According to Ouest-France, 200 students of the Rennes 2 General Assembly (AGR2) entered the hall, and their representatives explained, “As in 2016, we want to occupy City Hall after the meeting is held.” Despite the proposal to continue the meeting, the NUPES chose to end early and leave the hall, as evidenced by a video circulated by the AGR2 on Twitter:

THE GENERAL ASSEMBLY IS HELD AT THE HOUSE OF THE PEOPLE: After the GA on the campus of Rennes 2, AGR2 members voted to occupy the People’s House, a hot spot of Rennes’s struggles for nearly two centuries, and to continue the GA there

Nathalie Appéré, mayor of Rennes and member of the PS, called for the immediate evacuation of the hall and called in the Compagnies Républicaines de Sécurité (CRS), the general reserve of the officer corps known for their brutal crowd control tactics. About 20 CRS riot vans arrived and forcibly removed the occupiers. Taking refuge on the roof, the students were arrested by the police, who cordoned off the neighborhood while people gathered around the City Hall in solidarity. The mayor later released a statement thanking “the gendarmes, police, and firemen, whose intervention made it possible for the occupiers to leave.”

[LIVE] In #Rennes, the occupation of the City Hall against the pension reform voted yesterday is being evicted by the police. Dozens of trucks of CRS have been called by the city hall to dislodge the mobilized youth.
It was proposed to the NUPES, who were holding a meeting there, to continue with the meeting as planned and then follow with the GA. The NUPES refused this proposal and left

After the evacuation, 26 were arrested, including six minors, some of whom were high school students who had come to support the student mobilization. According to 20 Minutes, three people were taken into custody for refusing to be fingerprinted. One of the high schoolers who was questioned later posted on Instagram about the violent repression: “strangulation, attempted suffocation of a comrade by a CRS officer who put his gloved hand over his mouth and nose while pulling his collar back super hard, punches, insults, etc.” He continues, “One comrade had his wrist broken, another had his leg injured by being dragged along the ground.”

In a press release published on February 10, NUPES failed to mention the violent repression. Instead, NUPES declared, “We condemn the occupation, and the damage done at City Hall,” adding that NUPES regrets “this mode of action, which will not convince more people to expand the mobilization against the pension reform.”
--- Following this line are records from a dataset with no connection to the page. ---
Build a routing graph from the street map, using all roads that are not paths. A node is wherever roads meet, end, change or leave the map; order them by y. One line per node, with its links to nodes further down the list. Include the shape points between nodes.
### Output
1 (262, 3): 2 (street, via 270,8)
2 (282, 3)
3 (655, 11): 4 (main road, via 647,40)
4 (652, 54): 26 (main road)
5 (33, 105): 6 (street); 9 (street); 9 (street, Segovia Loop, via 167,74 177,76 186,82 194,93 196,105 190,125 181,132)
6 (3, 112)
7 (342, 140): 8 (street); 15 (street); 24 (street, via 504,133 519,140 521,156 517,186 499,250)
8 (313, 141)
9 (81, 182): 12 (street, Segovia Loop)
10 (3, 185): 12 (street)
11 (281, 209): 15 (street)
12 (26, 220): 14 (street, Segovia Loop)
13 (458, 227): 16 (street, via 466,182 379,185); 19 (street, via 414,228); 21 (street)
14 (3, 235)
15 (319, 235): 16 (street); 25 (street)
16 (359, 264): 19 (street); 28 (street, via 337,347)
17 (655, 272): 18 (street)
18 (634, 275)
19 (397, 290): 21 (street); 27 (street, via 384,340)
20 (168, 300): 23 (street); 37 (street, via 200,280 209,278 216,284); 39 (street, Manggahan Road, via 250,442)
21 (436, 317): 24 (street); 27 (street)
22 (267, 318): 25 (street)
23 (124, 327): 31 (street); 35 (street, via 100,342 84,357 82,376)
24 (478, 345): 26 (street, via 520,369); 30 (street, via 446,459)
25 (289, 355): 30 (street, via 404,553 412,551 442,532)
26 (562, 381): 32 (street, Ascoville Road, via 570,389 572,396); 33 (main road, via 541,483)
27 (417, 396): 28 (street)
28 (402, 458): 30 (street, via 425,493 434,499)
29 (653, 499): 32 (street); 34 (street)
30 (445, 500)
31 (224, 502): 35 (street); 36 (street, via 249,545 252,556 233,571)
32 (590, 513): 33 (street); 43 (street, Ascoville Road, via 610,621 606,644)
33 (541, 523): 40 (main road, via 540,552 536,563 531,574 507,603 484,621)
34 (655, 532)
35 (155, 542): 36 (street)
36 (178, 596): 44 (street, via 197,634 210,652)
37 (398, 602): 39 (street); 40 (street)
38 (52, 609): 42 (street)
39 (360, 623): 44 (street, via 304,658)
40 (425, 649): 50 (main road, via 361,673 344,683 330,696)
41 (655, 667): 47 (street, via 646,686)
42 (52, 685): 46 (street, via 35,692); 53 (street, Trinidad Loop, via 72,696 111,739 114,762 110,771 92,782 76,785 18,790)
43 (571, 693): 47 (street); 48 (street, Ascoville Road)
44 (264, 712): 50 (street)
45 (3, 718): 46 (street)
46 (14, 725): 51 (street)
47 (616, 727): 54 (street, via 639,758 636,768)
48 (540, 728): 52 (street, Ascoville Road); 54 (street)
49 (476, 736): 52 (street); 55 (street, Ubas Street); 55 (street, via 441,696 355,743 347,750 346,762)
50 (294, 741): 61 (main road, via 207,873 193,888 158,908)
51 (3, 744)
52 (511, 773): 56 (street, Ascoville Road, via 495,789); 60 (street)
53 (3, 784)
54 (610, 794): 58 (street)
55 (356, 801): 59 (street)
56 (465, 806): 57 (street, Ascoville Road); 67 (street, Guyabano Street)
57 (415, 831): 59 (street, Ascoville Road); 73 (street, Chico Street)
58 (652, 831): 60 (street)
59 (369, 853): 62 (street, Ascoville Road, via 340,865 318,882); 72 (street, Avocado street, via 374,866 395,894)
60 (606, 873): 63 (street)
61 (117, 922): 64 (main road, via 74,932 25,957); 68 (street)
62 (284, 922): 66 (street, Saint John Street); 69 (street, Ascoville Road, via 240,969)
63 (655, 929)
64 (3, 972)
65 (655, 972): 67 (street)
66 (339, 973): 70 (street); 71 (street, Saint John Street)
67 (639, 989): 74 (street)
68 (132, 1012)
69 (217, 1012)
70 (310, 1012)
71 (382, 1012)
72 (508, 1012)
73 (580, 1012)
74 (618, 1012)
This condemnation epitomizes NUPES’s proclivity for directing people off the streets and away from direct action, encouraging them to instead put their faith in candidates. The NUPES coalition of political organizations — together with the NPA, which, while claiming to be a “radical” and unallied wing, continually adapts itself to the collective neoreformist line — signals its rightward shift in the already-insufficient neoreformist project of Melanchon’s LFI. For the NUPES, the problem lies with the students who are mobilizing against the pension reform, not the police who violently targeted them. This line is all the more problematic because, at the beginning of the week, a public meeting was held at the University of Rennes 2, by the LFI deputy Louis Boyard, who prompted the students to blockade the university. For NUPES, does the legitimacy of the youth movement merely depend on who calls for it?

Rather than the hindering stipulations of union bureaucracy or the complicit candidates and demoralizing statements put forth by NUPES, it will take blockades, strikes, and masses in the streets to bring Macron and his Bonapartist administration to their knees. Democratic organization in general assemblies and the movement’s continued expansion truly opposes these stifling systems. We have seen, time and time again, the failure of other neoreformist projects — from SYRIZA in Greece and Podemos in Spain to the Sanders campaign in the United States. At best, NUPES offers nothing more than a new face for this tired and long-disproved approach.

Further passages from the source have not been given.